When Julia awakens she wonders why the stove's gone out because she'd made sure the oil had been full before going to sleep. It has gotten cold, and she can't make coffee. Winston goes to the window and listens to the woman singing in the yard. While he thinks of her as fat and ugly, it also strikes him that she is beautiful.

Winston realizes that people all over the world are the same. While they've been separated by hatred and lies, a race of conscious beings is sure to arise. "We are the dead," he says aloud. Julia repeats his words, and then, from behind them, they hear the words again, this time by the Thought Police. They are caught. The woman in the yard stops singing, and there is the sound of the washtub being thrown across the yard, along with a yell of pain. Men in black uniforms stampede into the room. As ordered, Winston and Julia turn back to back and hear trampling. The paperweight is smashed to pieces, and Julia is punched in the chest. She lands on the floor, struggling for breath before being brutally carried out of the room.
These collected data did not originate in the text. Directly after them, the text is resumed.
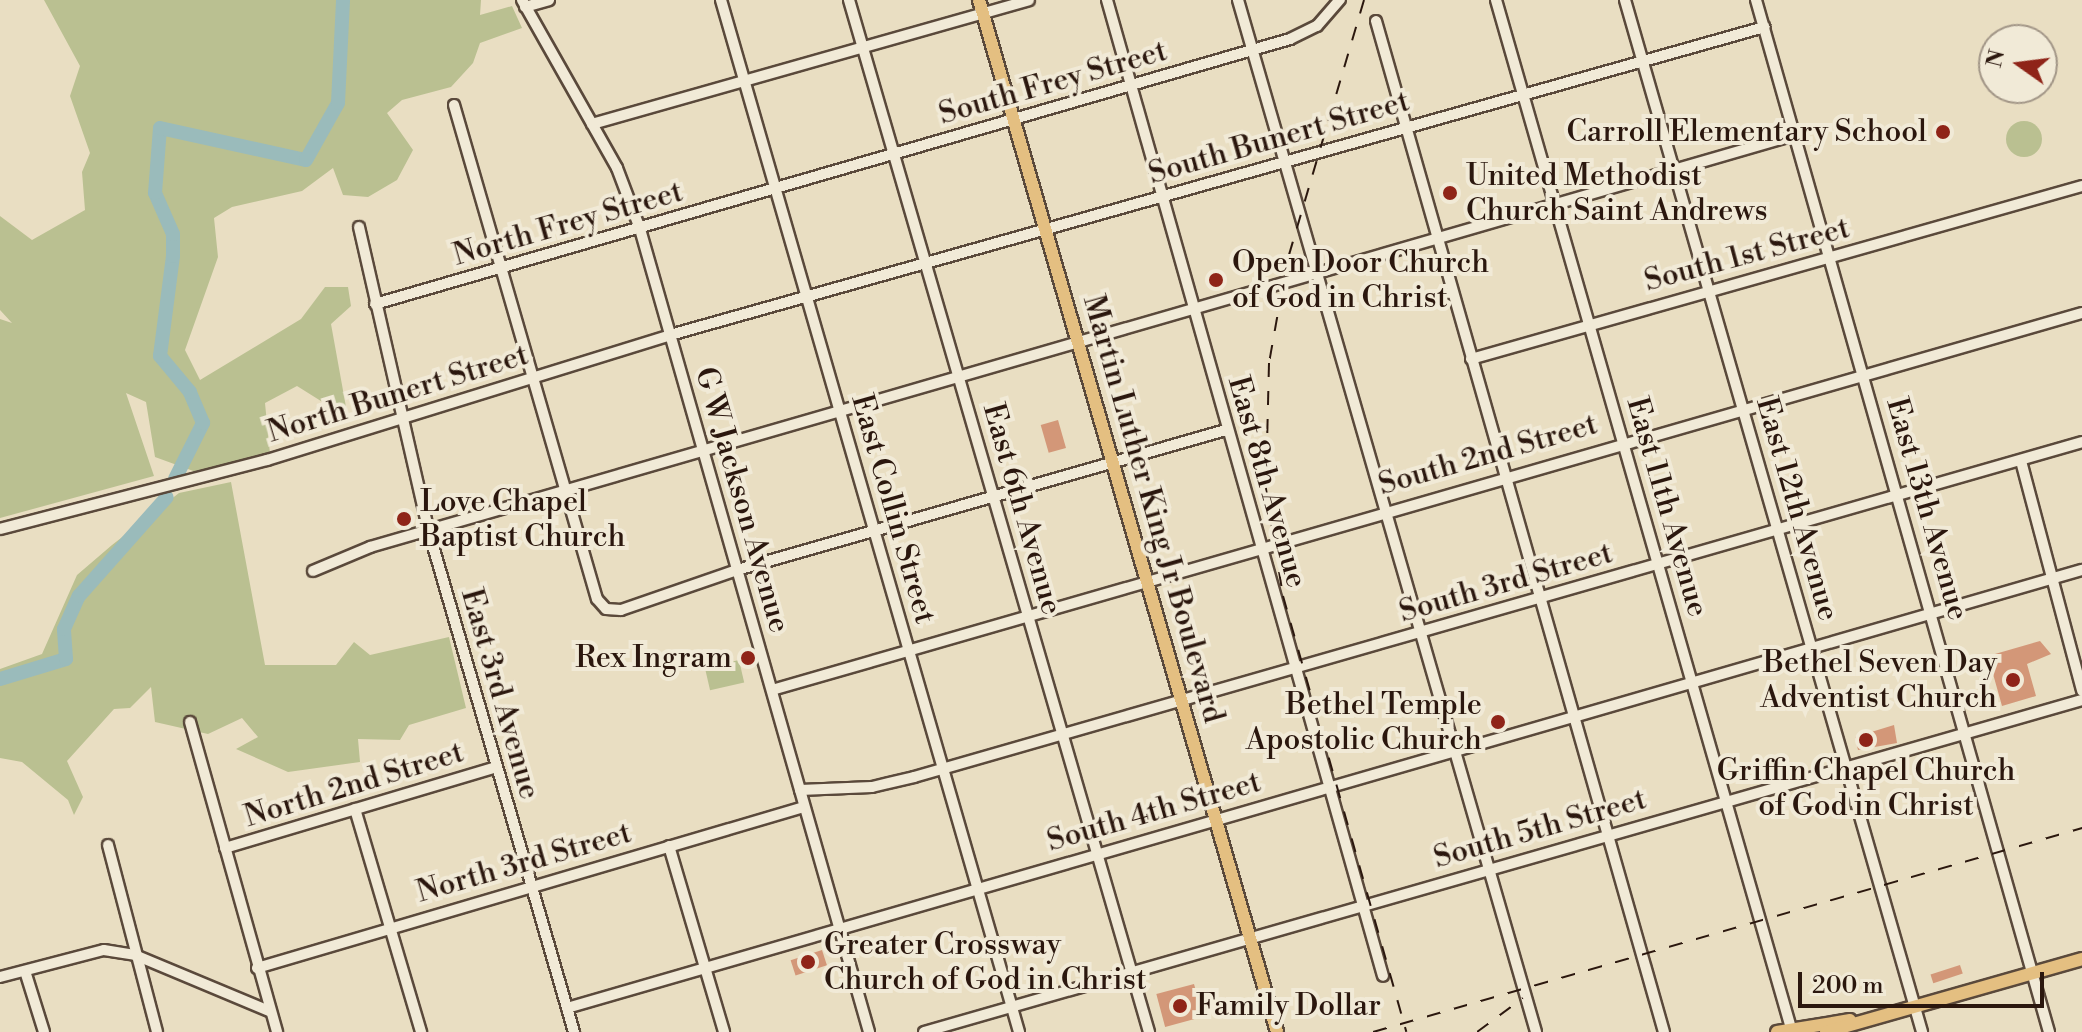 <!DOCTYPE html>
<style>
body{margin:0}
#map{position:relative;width:2082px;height:1032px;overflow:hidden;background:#e9dec2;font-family:"Libre Bodoni",serif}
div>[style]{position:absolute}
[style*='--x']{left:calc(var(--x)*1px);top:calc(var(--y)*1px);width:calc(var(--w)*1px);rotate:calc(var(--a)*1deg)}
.green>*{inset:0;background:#bac091;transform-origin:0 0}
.round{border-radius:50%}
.river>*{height:14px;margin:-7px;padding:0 7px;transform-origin:7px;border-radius:7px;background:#9abbbb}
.building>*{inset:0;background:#d39778;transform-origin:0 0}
.roads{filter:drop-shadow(2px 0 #5a493b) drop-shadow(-2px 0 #5a493b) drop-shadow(0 2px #5a493b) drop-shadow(0 -2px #5a493b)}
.minor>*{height:10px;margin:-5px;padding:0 5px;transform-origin:5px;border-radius:5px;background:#f1ead7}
.major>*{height:12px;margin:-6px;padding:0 6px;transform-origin:6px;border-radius:6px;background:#e4bf81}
.rail>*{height:2px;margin-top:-1px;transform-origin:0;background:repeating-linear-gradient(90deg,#2b170e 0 14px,transparent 0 28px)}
.dots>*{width:22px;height:22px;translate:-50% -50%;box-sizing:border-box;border:4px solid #f1ead7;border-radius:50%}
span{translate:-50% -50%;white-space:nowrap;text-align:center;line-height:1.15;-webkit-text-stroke:8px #f1ead7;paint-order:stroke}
.street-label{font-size:30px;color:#2b170e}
.poi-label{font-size:30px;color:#2b170e}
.right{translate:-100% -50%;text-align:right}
.left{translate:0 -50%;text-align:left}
.north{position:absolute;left:1978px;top:24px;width:80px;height:80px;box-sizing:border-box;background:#f1ead7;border:2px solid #a29687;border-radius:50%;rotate:284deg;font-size:22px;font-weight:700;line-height:32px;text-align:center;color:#2b170e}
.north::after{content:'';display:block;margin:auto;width:28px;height:36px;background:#8f2418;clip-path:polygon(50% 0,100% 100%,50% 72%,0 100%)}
.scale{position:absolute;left:1798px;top:972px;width:246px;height:36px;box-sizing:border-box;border:4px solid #2b170e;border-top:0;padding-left:10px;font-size:24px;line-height:28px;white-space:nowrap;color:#2b170e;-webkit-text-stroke:6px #f1ead7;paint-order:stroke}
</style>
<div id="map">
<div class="green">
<div style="clip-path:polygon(44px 0,481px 0,480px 15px,512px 6px,522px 28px,480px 43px,473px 63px,451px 87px,402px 100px,387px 113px,413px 150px,397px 180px,368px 197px,343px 195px,333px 168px,302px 191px,232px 207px,214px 218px,218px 257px,185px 350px,200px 380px,301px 319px,325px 287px,348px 287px,351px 306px,331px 324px,348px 418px,297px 386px,265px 403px,270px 454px,196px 472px,155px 457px,146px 402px,126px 393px,154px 476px,0 518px,0 319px,12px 323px,0 310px,0 216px,32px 240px,85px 210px,82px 172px,90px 153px,70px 96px,80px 66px)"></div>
<div class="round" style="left:2006px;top:121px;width:36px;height:36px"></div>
<div style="clip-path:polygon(231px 482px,265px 665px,336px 665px,354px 642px,370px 655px,449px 637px,466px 708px,409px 725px,400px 740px,358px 739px,360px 762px,288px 772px,236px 749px,258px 737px,242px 718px,208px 734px,155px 722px,151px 687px,130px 708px,114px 709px,67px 761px,83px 797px,74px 815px,68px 800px,22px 762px,0 758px,0 669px,42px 654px,77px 575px,112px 545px,179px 493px)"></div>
<div style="left:739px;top:660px;width:23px;height:35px;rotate:77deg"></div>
</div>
<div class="river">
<div style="--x:175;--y:479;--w:63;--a:-63.4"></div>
<div style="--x:203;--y:423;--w:34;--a:-113"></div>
<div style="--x:190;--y:392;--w:47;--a:-129.8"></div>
<div style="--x:160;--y:356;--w:101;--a:-82.6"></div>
<div style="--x:173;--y:256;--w:22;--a:-90"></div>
<div style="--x:173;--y:234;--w:45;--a:-113.7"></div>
<div style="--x:155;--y:193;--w:65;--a:-85.6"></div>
<div style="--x:160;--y:128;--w:149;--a:12.4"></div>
<div style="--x:306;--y:160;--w:65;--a:-60.7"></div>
<div style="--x:338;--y:103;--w:103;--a:-87.2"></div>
<div style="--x:0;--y:679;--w:69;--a:-16.9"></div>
<div style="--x:66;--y:659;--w:30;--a:-94"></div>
<div style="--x:64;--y:629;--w:36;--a:-66"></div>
<div style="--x:79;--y:596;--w:132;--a:-48.4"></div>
</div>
<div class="building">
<div style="left:1058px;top:420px;width:29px;height:18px;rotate:74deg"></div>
<div style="clip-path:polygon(2040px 641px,2051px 654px,2027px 664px,2036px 696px,2002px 706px,1988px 656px)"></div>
<div style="clip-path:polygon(1894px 725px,1897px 743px,1858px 750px,1855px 737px)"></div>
<div style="left:822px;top:950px;width:16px;height:33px;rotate:72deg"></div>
<div style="left:1960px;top:965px;width:9px;height:31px;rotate:72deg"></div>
<div style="left:1194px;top:984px;width:34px;height:39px;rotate:75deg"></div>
</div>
<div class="roads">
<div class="minor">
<div style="--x:522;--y:0;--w:193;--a:60.5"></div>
<div style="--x:617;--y:168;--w:65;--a:69.3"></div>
<div style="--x:640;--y:229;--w:835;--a:74.08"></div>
<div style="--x:721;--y:0;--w:1074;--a:73.89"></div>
<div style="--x:849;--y:0;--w:1075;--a:73.79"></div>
<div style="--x:1107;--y:0;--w:1014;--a:74.21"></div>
<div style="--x:1238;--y:0;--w:1074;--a:73.89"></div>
<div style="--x:1496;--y:0;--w:1069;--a:73.99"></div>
<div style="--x:1625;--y:0;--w:1074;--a:73.94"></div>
<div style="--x:1756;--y:0;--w:1073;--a:74.15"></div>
<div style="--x:525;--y:7;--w:25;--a:-16"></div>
<div style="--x:1376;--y:21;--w:1051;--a:74.1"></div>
<div style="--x:454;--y:105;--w:514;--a:73.86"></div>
<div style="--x:597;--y:599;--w:13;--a:48"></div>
<div style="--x:606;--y:609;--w:15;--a:4"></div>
<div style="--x:621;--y:610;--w:123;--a:-19"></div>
<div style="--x:737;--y:570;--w:509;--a:-15.98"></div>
<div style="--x:592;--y:124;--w:454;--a:-15.8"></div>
<div style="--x:359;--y:227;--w:313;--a:77.1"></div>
<div style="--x:429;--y:532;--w:521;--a:73.83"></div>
<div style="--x:375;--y:304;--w:953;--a:-16.15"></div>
<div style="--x:1290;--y:39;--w:30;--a:-26"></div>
<div style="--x:1317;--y:26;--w:35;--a:-49"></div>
<div style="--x:1471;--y:359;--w:635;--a:-15.81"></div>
<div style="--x:2021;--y:461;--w:238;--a:75.1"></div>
<div style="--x:0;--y:529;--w:276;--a:-14.5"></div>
<div style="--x:267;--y:460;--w:422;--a:-17.2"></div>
<div style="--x:670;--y:335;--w:1137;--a:-15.72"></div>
<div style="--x:313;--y:571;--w:62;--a:-22.8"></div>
<div style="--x:370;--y:547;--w:1483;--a:-16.13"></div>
<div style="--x:772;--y:690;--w:1363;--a:-16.06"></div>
<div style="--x:190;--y:722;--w:322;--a:74.3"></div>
<div style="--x:800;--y:790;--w:72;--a:-2.4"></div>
<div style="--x:872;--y:787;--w:43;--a:-13.4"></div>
<div style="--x:914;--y:777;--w:1215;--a:-16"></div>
<div style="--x:355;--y:809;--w:233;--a:73.5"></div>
<div style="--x:108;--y:845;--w:193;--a:75.3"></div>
<div style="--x:669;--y:846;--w:194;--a:73.5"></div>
<div style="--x:225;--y:848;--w:283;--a:-16.6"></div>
<div style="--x:257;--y:968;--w:570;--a:-16.4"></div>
<div style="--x:25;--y:971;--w:64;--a:72.7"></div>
<div style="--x:0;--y:977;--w:107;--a:-14.6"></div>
<div style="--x:104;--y:950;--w:31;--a:9"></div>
<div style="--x:135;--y:955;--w:145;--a:22.7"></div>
<div style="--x:567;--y:1008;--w:1577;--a:-16.13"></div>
<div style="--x:924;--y:1032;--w:1205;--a:-16"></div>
</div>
<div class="major">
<div style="--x:979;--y:0;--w:1074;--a:73.89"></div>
<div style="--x:1777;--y:1032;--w:74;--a:-9.3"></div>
<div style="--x:1826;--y:1032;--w:266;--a:-15.9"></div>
</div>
</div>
<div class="rail">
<div style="--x:1364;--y:0;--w:273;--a:106.4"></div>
<div style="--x:1287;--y:262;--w:103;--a:100.1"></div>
<div style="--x:1269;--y:363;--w:126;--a:91.4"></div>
<div style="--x:1266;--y:489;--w:108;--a:81"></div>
<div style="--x:1283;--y:596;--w:453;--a:74.2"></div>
<div style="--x:1373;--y:1032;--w:738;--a:-16.05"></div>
<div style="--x:1477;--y:1032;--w:57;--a:-36.5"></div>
</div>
<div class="dots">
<div style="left:1943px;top:132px;background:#8f2418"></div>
<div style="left:1450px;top:193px;background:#8f2418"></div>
<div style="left:1216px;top:280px;background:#8f2418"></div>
<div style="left:404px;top:519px;background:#8f2418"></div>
<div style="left:748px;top:658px;background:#8f2418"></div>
<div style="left:2013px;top:680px;background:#8f2418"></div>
<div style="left:1498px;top:722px;background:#8f2418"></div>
<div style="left:1866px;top:740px;background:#8f2418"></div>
<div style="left:808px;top:962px;background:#8f2418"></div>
<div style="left:1180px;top:1006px;background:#8f2418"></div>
</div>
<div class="street-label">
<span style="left:1053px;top:83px;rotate:-16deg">South Frey Street</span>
<span style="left:1279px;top:138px;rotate:-16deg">South Bunert Street</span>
<span style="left:568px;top:224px;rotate:-16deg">North Frey Street</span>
<span style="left:1747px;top:255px;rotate:-15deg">South 1st Street</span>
<span style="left:398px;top:394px;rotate:-17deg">North Bunert Street</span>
<span style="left:1488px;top:455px;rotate:-16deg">South 2nd Street</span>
<span style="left:1267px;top:482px;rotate:74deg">East 8th Avenue</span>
<span style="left:742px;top:500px;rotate:74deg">G W Jackson Avenue</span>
<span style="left:1667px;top:507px;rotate:74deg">East 11th Avenue</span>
<span style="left:893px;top:509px;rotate:74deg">East Collin Street</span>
<span style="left:1022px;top:509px;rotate:74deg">East 6th Avenue</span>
<span style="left:1153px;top:509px;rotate:74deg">Martin Luther King Jr Boulevard</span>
<span style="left:1797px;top:509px;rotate:74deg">East 12th Avenue</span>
<span style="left:1927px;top:509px;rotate:74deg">East 13th Avenue</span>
<span style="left:1506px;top:583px;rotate:-16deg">South 3rd Street</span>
<span style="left:500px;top:694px;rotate:74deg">East 3rd Avenue</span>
<span style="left:354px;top:785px;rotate:-17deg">North 2nd Street</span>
<span style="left:1154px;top:812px;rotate:-16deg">South 4th Street</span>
<span style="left:1540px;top:829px;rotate:-16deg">South 5th Street</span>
<span style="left:524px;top:863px;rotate:-16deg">North 3rd Street</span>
</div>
<div class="poi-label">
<span class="right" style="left:1927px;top:132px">Carroll Elementary School</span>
<span class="left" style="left:1466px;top:193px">United Methodist<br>Church Saint Andrews</span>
<span class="left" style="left:1232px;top:280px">Open Door Church<br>of God in Christ</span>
<span class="left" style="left:420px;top:519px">Love Chapel<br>Baptist Church</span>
<span class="right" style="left:732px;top:658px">Rex Ingram</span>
<span class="right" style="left:1997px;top:680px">Bethel Seven Day<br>Adventist Church</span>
<span class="right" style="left:1482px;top:722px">Bethel Temple<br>Apostolic Church</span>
<span style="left:1866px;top:788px">Griffin Chapel Church<br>of God in Christ</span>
<span class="left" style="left:824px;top:962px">Greater Crossway<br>Church of God in Christ</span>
<span class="left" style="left:1196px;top:1006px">Family Dollar</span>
</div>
<div class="north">N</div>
<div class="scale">200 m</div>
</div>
Just as Winston wonders if they caught Mr. Charrington as well, he walks into the room, much changed. He's a member of the Thought Police and has trapped Winston and Julia with the illusion of privacy in the room.

Analysis

Orwell foreshadows Winston and Julia's arrest when there's no oil in the stove although Julia had made sure it was full; was someone else in the room? When the Thought Police arrive, they repeat everything Winston says. Winston's private space has been exposed as a Party space. The extent of Winston's thoughtcrime is known to the Party.

In the first half of the chapter, the earlier pessimism turns into a type of optimism. Despite the fact that "the book" says inequality will always exist, Winston is hopeful. He reflects on the bird singing in Chapter 2 of Book 2 and the woman singing outside the window—symbols of freedom and beauty. While they sing the Party does not. So Winston is convinced that the proles will rebel if enough stay conscious and believe that 2 + 2 = 4.

Although Mr. Charrington has seemed like an innocent prole up to this point, when he enters the room, all he has to do is speak and the uniformed men are quieted. He is no longer wearing his spectacles, has lost his cockney accent, and looks completely different. Mr. Charrington has deceived Winston from the start, again driving home the point that in 1984 no one can be trusted and nothing is as it seems.